I don’t view them as equally valid. But I do obey them. I shouldn’t be able to choose to break some laws when I wish if I don’t like what they say; that way lies madness.

You may as well say that it’s perfectly acceptable for someone to kill if they feel that law is stupid. Of course they think it’s stupid and it shouldn’t apply to them, that’s why they think they can get away with doing it. Clearly their morals have failed them, and their self restraint, so the laws need to apply. And they need to apply to everybody equally so that they mean anything at all.

My moral code includes “I obey the law, no matter how inconvenient or foolish I may view any of them*”. If everybody else obeyed them all too, the world would be a much nicer, safer place to be.

  • And if I do break any, I accept the punishment I am due without argument (though perhaps with some grumbling)

That way does not lie madness except for simpletons unable to hold a nuanced view of our institutions. You don’t strike me as such, but that is such a simplistic view.

In some parts of the world, it is legal to stone a woman to death who has been raped.

In your view of laws, that’s perfectly fine.

There’s a higher moral code than law.

Laws tha allow things are not the same as those that disallow things. That law doesn’t force you to stone anybody at all, it just allows it to be possible. Plus I do not live in that country, so I can’t really say that specific law counts. If I lived in such a place, perhaps my point of view would be different.

Whose? Yours? Mine? Theirs? The Invisible Pink Unicorn’s?

Yes.

Not apparently.

Quite possibly.

Then why have laws at all?
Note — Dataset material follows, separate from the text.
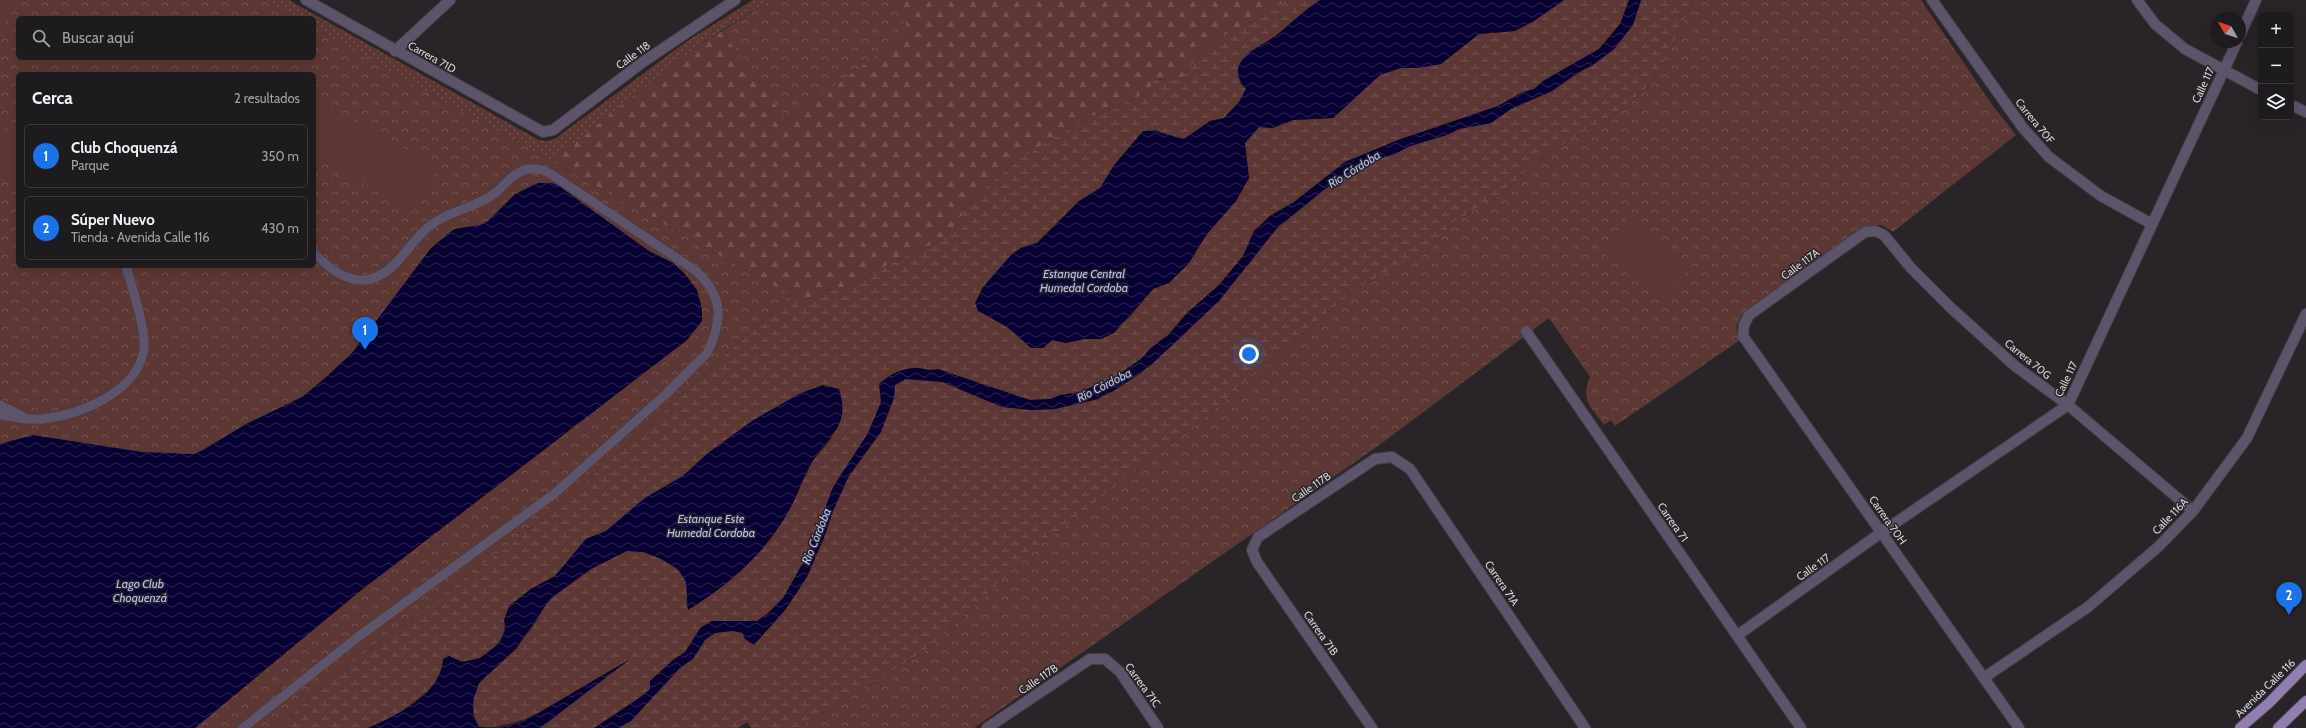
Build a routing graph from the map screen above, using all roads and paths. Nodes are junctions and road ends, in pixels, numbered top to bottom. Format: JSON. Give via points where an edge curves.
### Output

Clearly you think each person’s own moral code is good enough. Let’s abandon all laws and do whatever we want whenever we want.
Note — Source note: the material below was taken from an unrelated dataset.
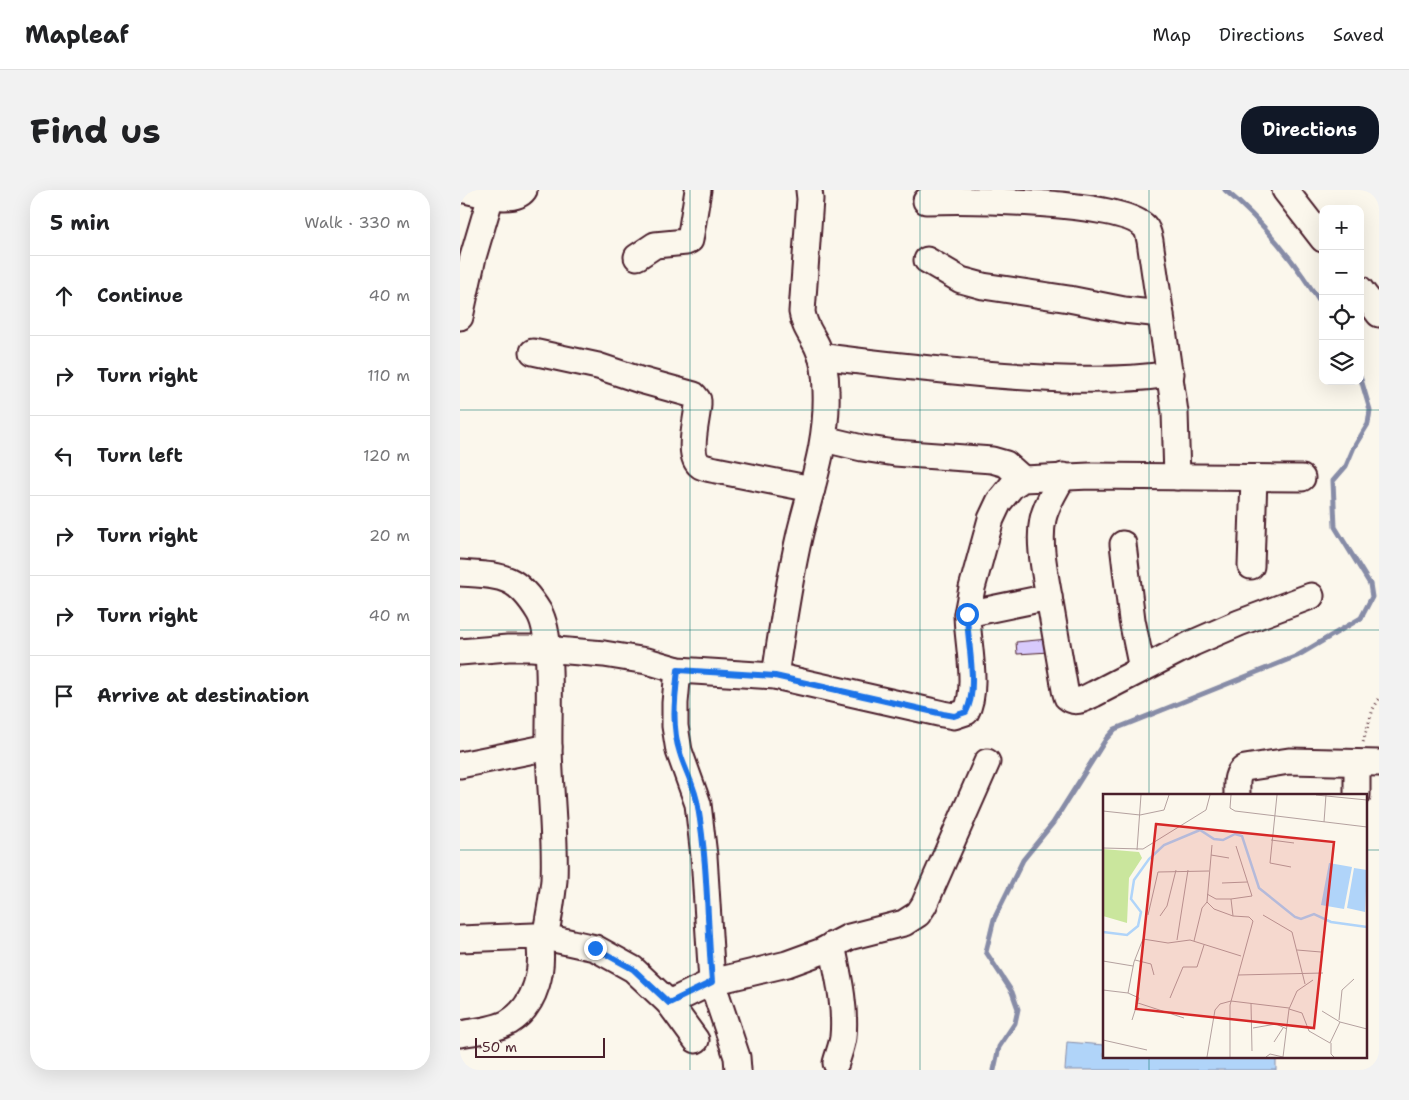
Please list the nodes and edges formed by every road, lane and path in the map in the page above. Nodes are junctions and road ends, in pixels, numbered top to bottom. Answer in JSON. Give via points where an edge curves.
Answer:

I might be the only one to think that the system works pretty well.

Take speeding. Yes, I speed. Yes, I think the speed limits are too slow.
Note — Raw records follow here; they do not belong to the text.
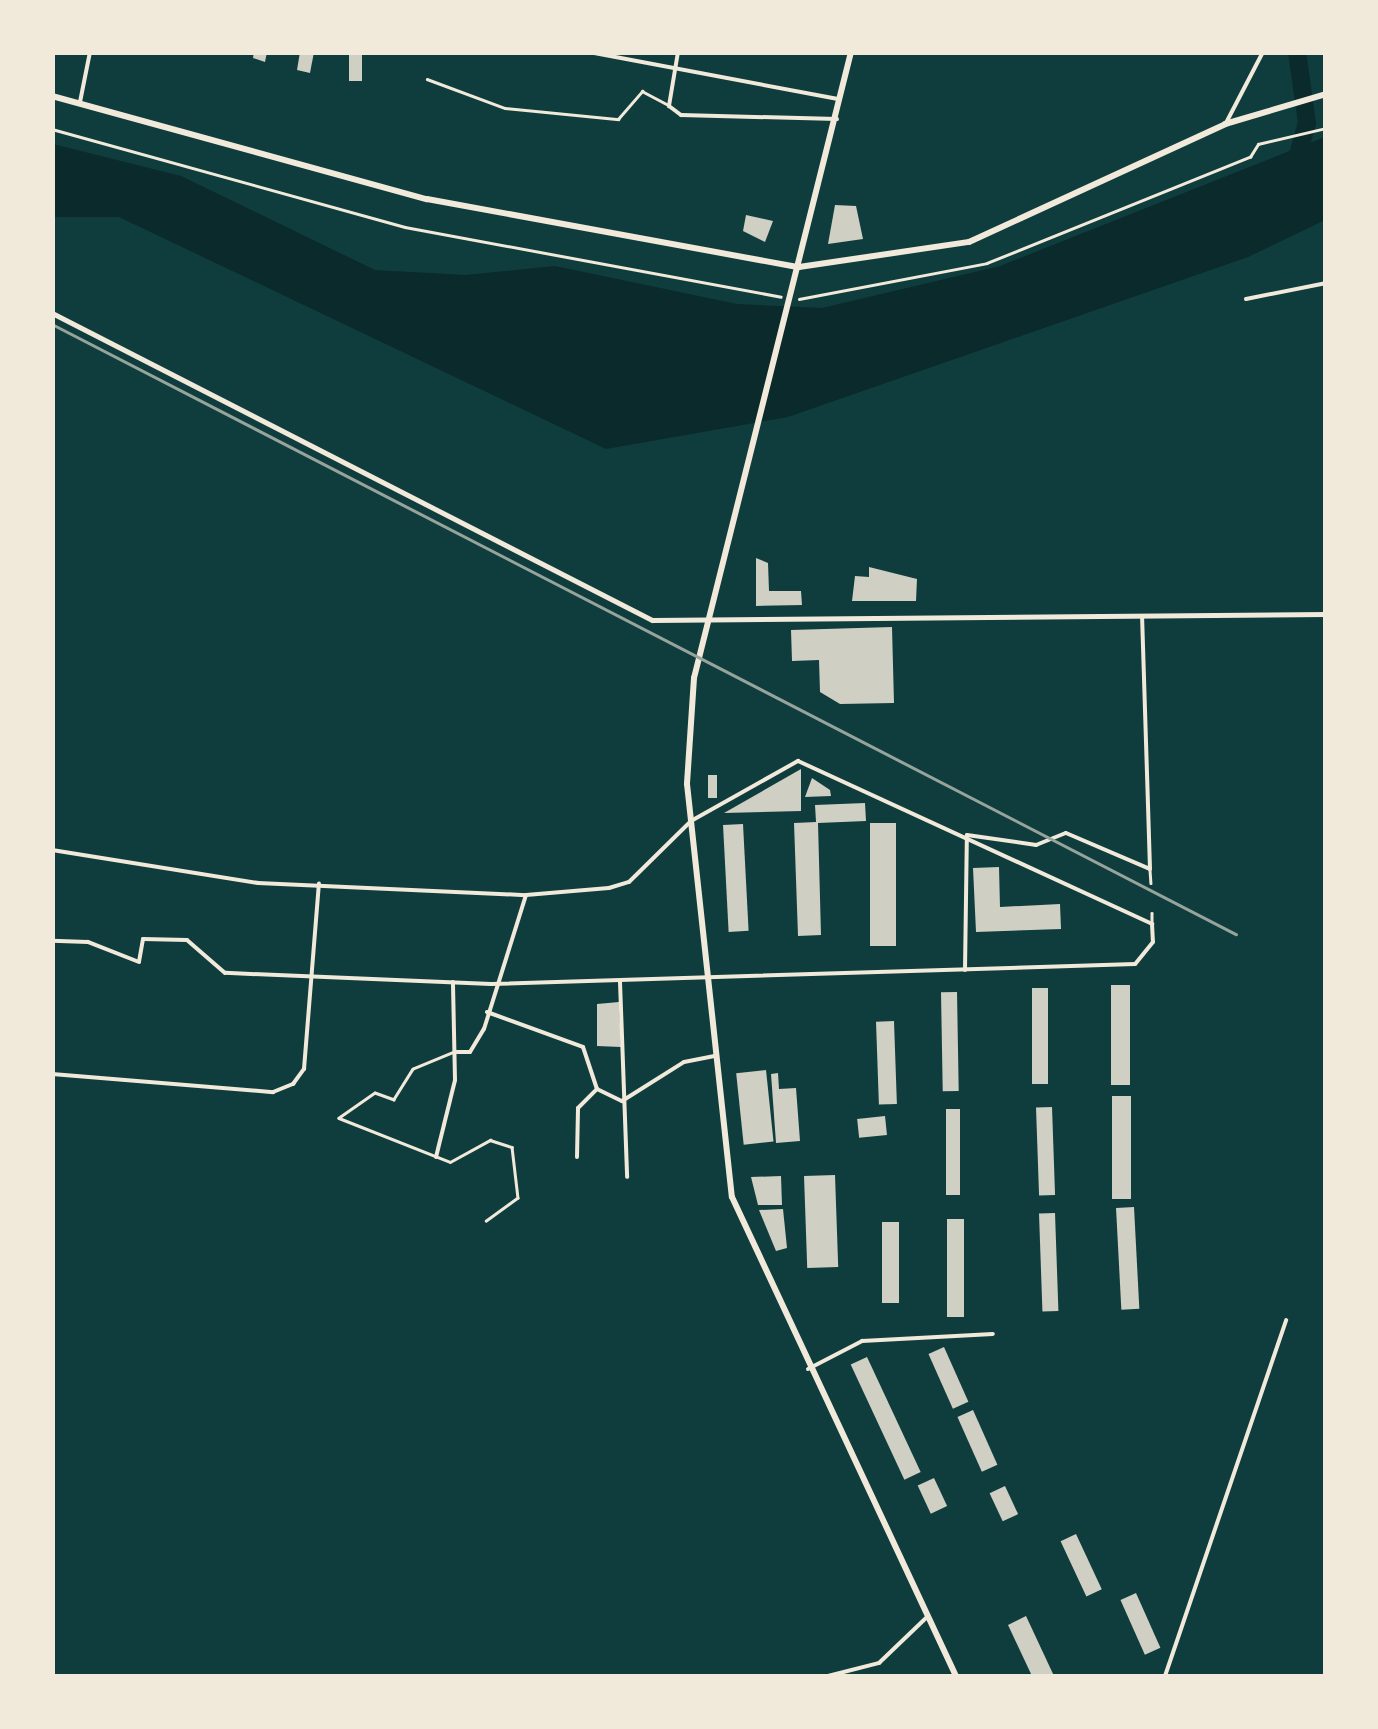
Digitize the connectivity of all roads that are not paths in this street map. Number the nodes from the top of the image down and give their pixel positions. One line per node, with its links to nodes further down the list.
1 (90, 52): 11 (street)
2 (589, 52): 6 (street)
3 (678, 52): 6 (street)
4 (851, 52): 10 (main road)
5 (1262, 52): 14 (street)
6 (674, 71): 10 (street); 12 (street)
7 (427, 79): 12 (street)
8 (1326, 94): 14 (main road)
9 (52, 96): 11 (main road)
10 (842, 100): 13 (main road)
11 (80, 103): 15 (main road)
12 (669, 106): 13 (street)
13 (838, 119): 15 (main road)
14 (1225, 124): 15 (main road)
15 (800, 267): 21 (main road)
16 (1326, 283): 17 (street)
17 (1246, 299)
18 (52, 312): 21 (street)
19 (1326, 614): 20 (street)
20 (1142, 617): 21 (street); 25 (street)
21 (708, 619): 22 (main road)
22 (691, 821): 23 (street); 28 (street); 34 (main road)
23 (962, 842): 25 (street); 30 (street); 32 (street)
24 (52, 850): 26 (street)
25 (1150, 869): 27 (street)
26 (319, 884): 28 (street); 33 (street)
27 (1151, 884)
28 (526, 895): 37 (street)
29 (1152, 913): 30 (street)
30 (1152, 924): 32 (street)
31 (52, 941): 33 (street)
32 (965, 970): 34 (street)
33 (312, 977): 35 (street); 41 (street)
34 (704, 977): 36 (street); 40 (main road)
35 (452, 982): 37 (street); 39 (street)
36 (620, 982): 37 (street); 43 (street)
37 (491, 984): 38 (street)
38 (485, 1011): 39 (street); 42 (street)
39 (456, 1052): 44 (street); 44 (street)
40 (714, 1056): 43 (street); 50 (main road)
41 (52, 1074)
42 (597, 1088): 43 (street); 45 (street)
43 (625, 1099): 46 (street)
44 (436, 1157): 47 (street)
45 (578, 1157)
46 (627, 1177)
47 (486, 1221)
48 (1286, 1320): 54 (street)
49 (993, 1334): 50 (street)
50 (808, 1369): 51 (main road)
51 (928, 1616): 52 (street); 53 (main road)
52 (828, 1676)
53 (956, 1676)
54 (1165, 1676)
However, I know that expecting my personal beliefs to line up with societies on a whole on everything is way out of line.

So, while I think it’s stupid, I tend to obey the law. I will speed sometimes but if I get a ticket, I get a ticket. That’s the way it is.

If the laws get too out of whack and ‘nannyish’ then I would help campaign to get them changed and hopefully enough people would join.

My respect for the IQ of law enforcement went up when I moved into a newly built house in a new community. Many residents with kids wanted stop signs every 5 inches and speed limits of negative 10 mph. The Law enforcement officials at the meeting calmly explained that putting stop signs at every intersection was too much and caused people to disregard them and speed limits too low just provoked disrespect for the laws plus were just plain unreasonable.

They weren’t idiots. :slight_smile:

No. I don’t think that.

I think mine is.

I think that probably yours is too, and probably the moral codes of a lot of other thoughtful people.

Good people don’t need to be governed.

So, you’re saying you support extortionate salt taxes? There’s no question what the law was, at the time that Gandhi started his salt Satyagraha. And the law made it clearly illegal for coastal persons to collect their own salt from sea water, and imposed a rather hefty tax as well as protecting the gov’t monopoly. Similarly, it did take such drastic actions to get the law reconsidered. And to start to unite the people ruled by the Raj.

For that matter, what is the defense, recognized where English common law is the basis for the legal code, of “justiable homicide” if not a codification that allows murder or manslaughter, in certain circumstances?

Because I started out in this thread saying that the idea of a rule of law is vital for society. I really do believe that. And if I am held accountable for my actions in breaking the law, I’m not going to claim that is unfair. Depending on the law I may argue that the law is flawed, or that the enforcement is too haphazard.

But civil disobedience is an effective tool available to change law, or to get the law discussed. Which can lead to changes in the law.